2.StackingClassifier的参数设置

>如果average_probas=True，则对分类器的结果求平均，得到：p=[0.25,0.45,0.35]

>如果average_probas=False，则分类器的所有结果都保留作为新的特征：p=[0.2,0.5,0.3,0.3,0.4,0.4]

average_probas尝试True后, 效果更好。其次, 决策树和svm_poly单模型效果并不好, 尝试去掉两者后再Stacking

In [4]:
lr = LogisticRegression(C = 0.04, penalty = 'l1',random_state = 2018)
svm_linear =svm.SVC(C = 0.01, kernel = 'linear', probability=True,random_state = 2018)
svm_poly =  svm.SVC(C = 0.01, kernel = 'poly', probability=True,random_state = 2018)
svm_rbf =  svm.SVC(gamma = 0.01, C =0.01 , probability=True,random_state = 2018)
svm_sigmoid =  svm.SVC(C = 0.01, kernel = 'sigmoid',probability=True,random_state = 2018)
dt = DecisionTreeClassifier(max_depth=9,min_samples_split=100,min_samples_leaf=90, max_features=9, 
                            random_state = 2018)
xgb = XGBClassifier(learning_rate =0.1, n_estimators=60, max_depth=3, min_child_weight=11, 
                    gamma=0, subsample=0.7,colsample_bytree=0.8, objective= 'binary:logistic',
                    nthread=4,scale_pos_weight=1, random_state =2018)
lgb = LGBMClassifier(learning_rate =0.1, n_estimators=50, max_depth=3, min_child_weight=7, 
                    gamma=0, subsample=0.5, colsample_bytree=0.8, reg_alpha=1e-5, 
                    nthread=4,scale_pos_weight=1,random_state =2018)

In [5]:
sclf = StackingClassifier(classifiers=[lr, svm_linear, svm_rbf, xgb, lgb], 
                            meta_classifier=lr, use_probas=True,average_probas=True)

In [6]:
sclf.fit(X_train, y_train.values)
model_metrics(sclf, X_train, X_test, y_train, y_test)

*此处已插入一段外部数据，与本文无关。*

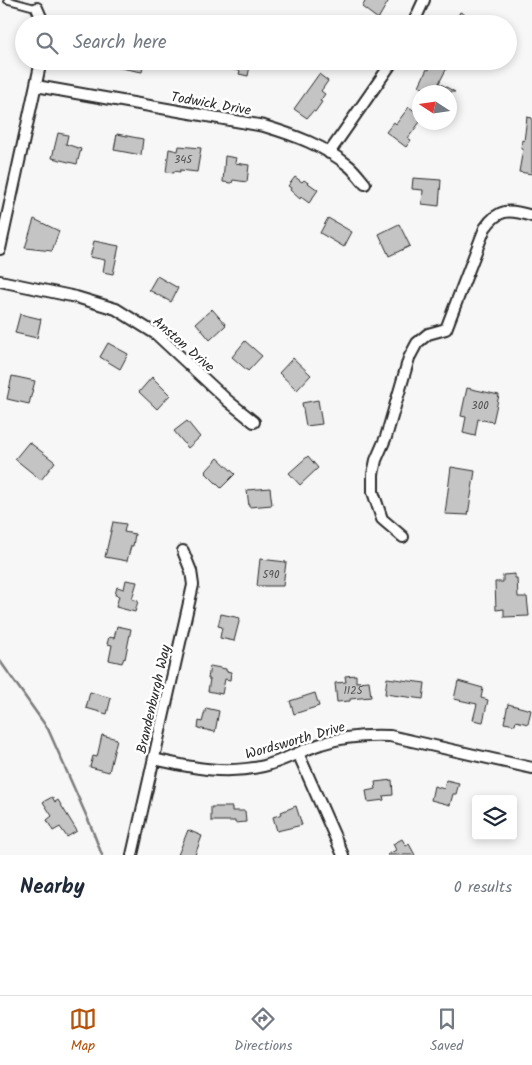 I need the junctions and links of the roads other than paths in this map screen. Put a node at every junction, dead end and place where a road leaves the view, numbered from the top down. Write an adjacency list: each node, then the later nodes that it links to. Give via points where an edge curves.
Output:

[准确率] 训练集： 0.8161 测试集： 0.7821
[auc值] 训练集： 0.8556 测试集： 0.7861


Stacking调参

https://www.jianshu.com/p/48d1962679f5

# 结果对比

|模型|参数|auc值|
|:---|:---|:---|
|LR|C = 0.04, penalty = 'l1'|训练集： 0.8080 测试集： 0.7831|
|svm_linear|C = 0.01|训练集： 0.8152 测试集： 0.7790|
|svm_poly|C = 0.01|训练集： 0.8626 测试集： 0.7347|
|svm_rbf|gamma = 0.01, C =0.01|训练集： 0.8522 测试集： 0.7708|
|svm_sigmoid|C = 0.01|训练集： 0.7660 测试集： 0.7590|
|决策树|max_depth=9,min_samples_split=100,min_samples_leaf=90, max_features=9|训练集： 0.7721 测试集： 0.6946|
|XGBoost|learning_rate =0.1, n_estimators=60, max_depth=3, min_child_weight=11, gamma=0, subsample=0.7,colsample_bytree=0.8|训练集： 0.8710 测试集： 0.7780|
|LightGBM|learning_rate =0.1, n_estimators=50, max_depth=3, min_child_weight=7, gamma=0, subsample=0.5, colsample_bytree=0.8|训练集： 0.8741 测试集： 0.7746|
|Stacking|-|训练集： 0.8750 测试集： 0.7861|

> 测试集最好情况是LR模型0.7831。

> 可以看到LR取最优值时, 是L1正则化。所以需要进一步特征选择。